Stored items
*** Block opens ***

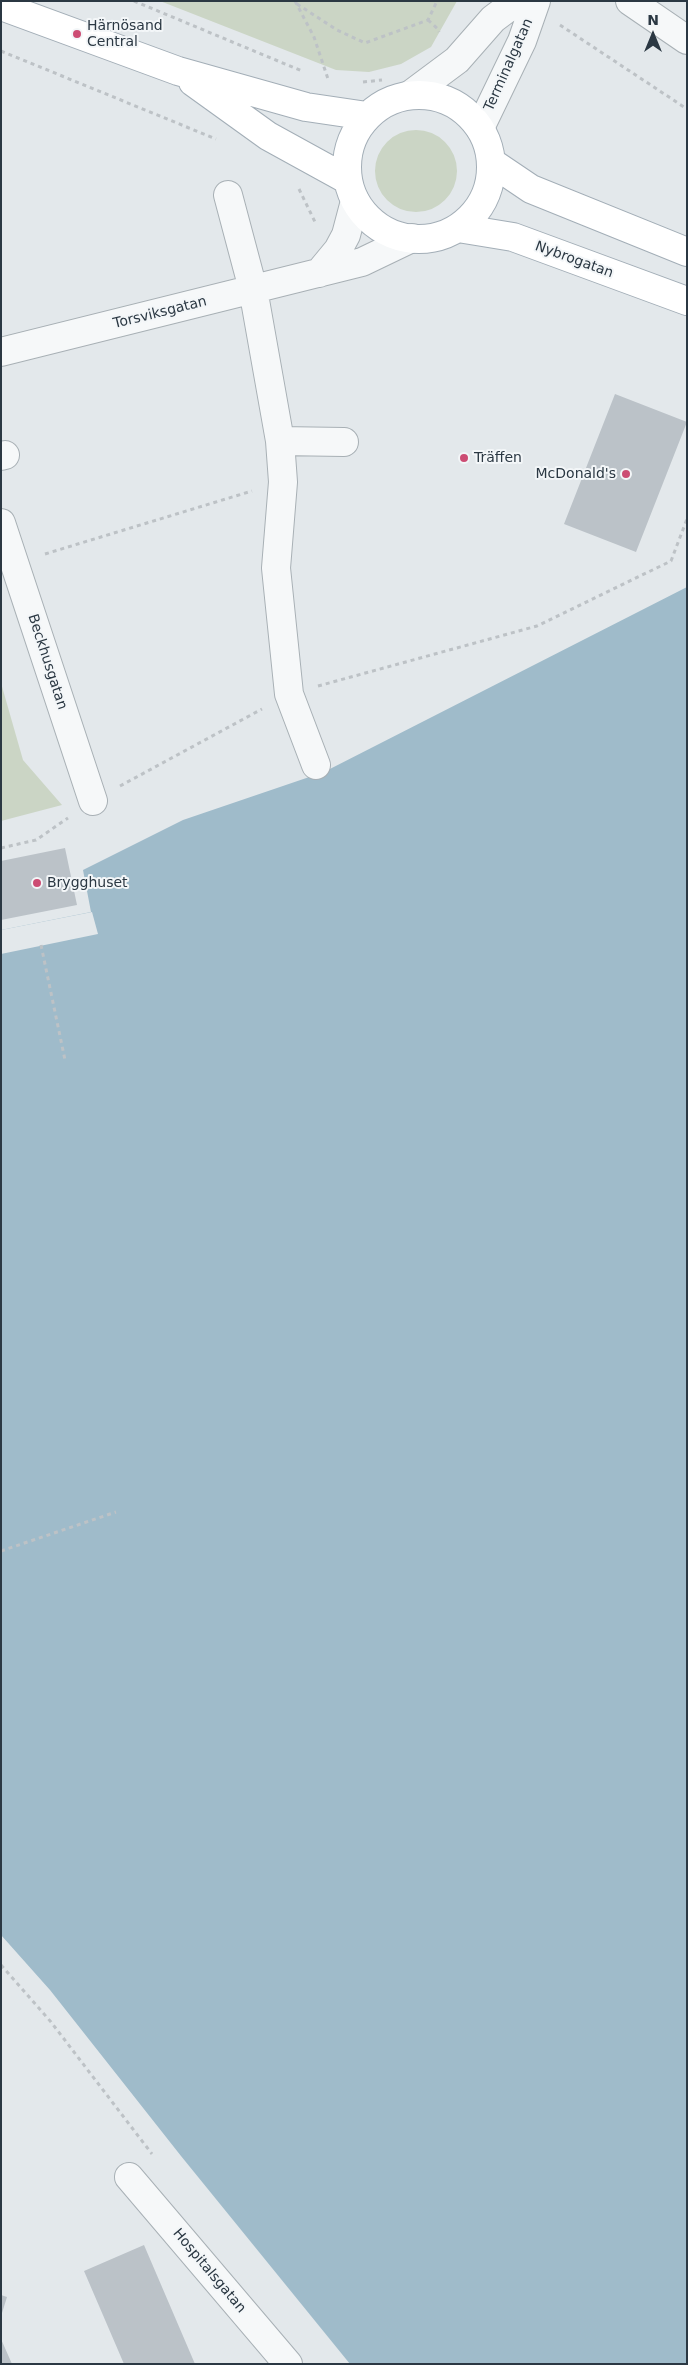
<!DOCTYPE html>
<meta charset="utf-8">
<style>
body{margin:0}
#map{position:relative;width:688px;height:2365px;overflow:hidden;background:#e3e8eb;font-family:"DejaVu Sans",sans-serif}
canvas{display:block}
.frame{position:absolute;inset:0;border:2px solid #2b3843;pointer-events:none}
.north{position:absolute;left:628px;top:10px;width:50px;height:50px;-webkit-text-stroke:4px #f3f6f8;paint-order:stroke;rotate:0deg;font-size:14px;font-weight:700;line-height:20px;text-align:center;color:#2b3843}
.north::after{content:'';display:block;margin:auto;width:18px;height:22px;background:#2b3843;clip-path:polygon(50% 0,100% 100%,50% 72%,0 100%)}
</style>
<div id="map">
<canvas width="688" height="2365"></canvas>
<div class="frame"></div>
<div class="north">N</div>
</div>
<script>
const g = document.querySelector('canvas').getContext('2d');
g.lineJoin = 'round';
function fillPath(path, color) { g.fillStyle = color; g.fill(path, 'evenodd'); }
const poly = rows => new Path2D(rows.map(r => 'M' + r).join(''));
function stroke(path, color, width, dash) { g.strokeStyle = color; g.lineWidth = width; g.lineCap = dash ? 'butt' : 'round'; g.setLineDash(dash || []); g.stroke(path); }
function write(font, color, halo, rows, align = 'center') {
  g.font = font + ' "DejaVu Sans",sans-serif'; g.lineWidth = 4; g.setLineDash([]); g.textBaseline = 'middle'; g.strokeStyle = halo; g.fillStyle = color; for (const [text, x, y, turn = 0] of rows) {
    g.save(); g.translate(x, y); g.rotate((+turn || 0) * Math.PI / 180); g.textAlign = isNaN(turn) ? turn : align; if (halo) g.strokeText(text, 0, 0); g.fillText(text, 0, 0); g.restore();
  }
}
const green = poly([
 [160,1,457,1,431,47,401,64,369,72,336,70],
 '375 171a41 41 0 1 1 82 0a41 41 0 1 1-82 0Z',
 [1,683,23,760,62,805,1,821]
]);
const water = poly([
 [687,587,687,2364,350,2364,181,2156,50,1990,1,1935,1,930,91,912,83,870,183,820,324,772]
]);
const pier = poly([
 [92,912,98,934,1,954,1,930]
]);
const building = poly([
 [615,394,687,422,636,552,564,524],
 [65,848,77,905,1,920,1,861],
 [144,2245,195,2364,124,2364,84,2271],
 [1,2295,7,2297,2,2313,1,2313],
 [1,2339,12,2364,1,2364]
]);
const path = poly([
 [134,1,302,71],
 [295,1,314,37,328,79],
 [297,4,337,30,365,43,428,20,437,1],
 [428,20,438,29,439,32],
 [560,25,687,109],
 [1,51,216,139],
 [363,82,382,80],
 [299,189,316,224],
 [45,554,252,491],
 [318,686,537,626,671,561,687,519],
 [120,786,262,709],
 [1,848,36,840,68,818],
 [41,945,65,1060],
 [1,1551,116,1512],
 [1,1965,51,2022,152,2154]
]);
const minor = poly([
 [630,1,687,40],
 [410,95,457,60,493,19,517,1],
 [480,128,522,41,536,1],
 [228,195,253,289,280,441,283,482,276,568,289,694,316,765],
 [319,273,338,250,346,235,355,201],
 [1,352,362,262,412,238],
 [280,441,344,442],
 [1,456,5,455],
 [1,523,93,801],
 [129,2177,288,2364]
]);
const major = poly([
 [1,6,178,71,306,107,367,116],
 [193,82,268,136,348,180],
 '347 167a72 72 0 1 1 144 0a72 72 0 1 1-144 0Z',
 [491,162,531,189,687,252],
 [458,228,513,237,687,301]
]);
const markers = [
 [77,34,5,"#cc4c73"],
 [464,458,5,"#cc4c73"],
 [626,474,5,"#cc4c73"],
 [37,883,5,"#cc4c73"]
];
const poiNames = [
 ["Härnösand",87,26],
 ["Central",87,42],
 ["Träffen",474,458],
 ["McDonald's",616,474,"right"],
 ["Brygghuset",47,883]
];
const streetNames = [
 ["Terminalgatan",509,65,-66],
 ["Nybrogatan",574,260,20],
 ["Torsviksgatan",160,313,-14],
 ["Beckhusgatan",47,662,72],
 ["Hospitalsgatan",209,2271,50]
];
fillPath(green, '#cbd5c5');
fillPath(water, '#9fbbca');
fillPath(pier, '#e3e8eb');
fillPath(building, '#bbc2c8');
stroke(minor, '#a8b0b5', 30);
stroke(major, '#a3aeb7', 30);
stroke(path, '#bdc2c6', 3, [4, 4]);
stroke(minor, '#f6f8f9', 28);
stroke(major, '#fff', 28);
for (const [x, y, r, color] of markers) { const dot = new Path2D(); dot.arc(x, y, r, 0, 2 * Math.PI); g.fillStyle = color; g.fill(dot); stroke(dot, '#f3f6f8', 2); }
write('14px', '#2b3843', '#f3f6f8', poiNames, 'left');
write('14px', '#2b3843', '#f3f6f8', streetNames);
</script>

*** Block closes ***

What is needed: Using the records above, filter out every line that lacks the string "function" and copy the rest.

Solution for this task:
function fillPath(path, color) { g.fillStyle = color; g.fill(path, 'evenodd'); }
function stroke(path, color, width, dash) { g.strokeStyle = color; g.lineWidth = width; g.lineCap = dash ? 'butt' : 'round'; g.setLineDash(dash || []); g.stroke(path); }
function write(font, color, halo, rows, align = 'center') {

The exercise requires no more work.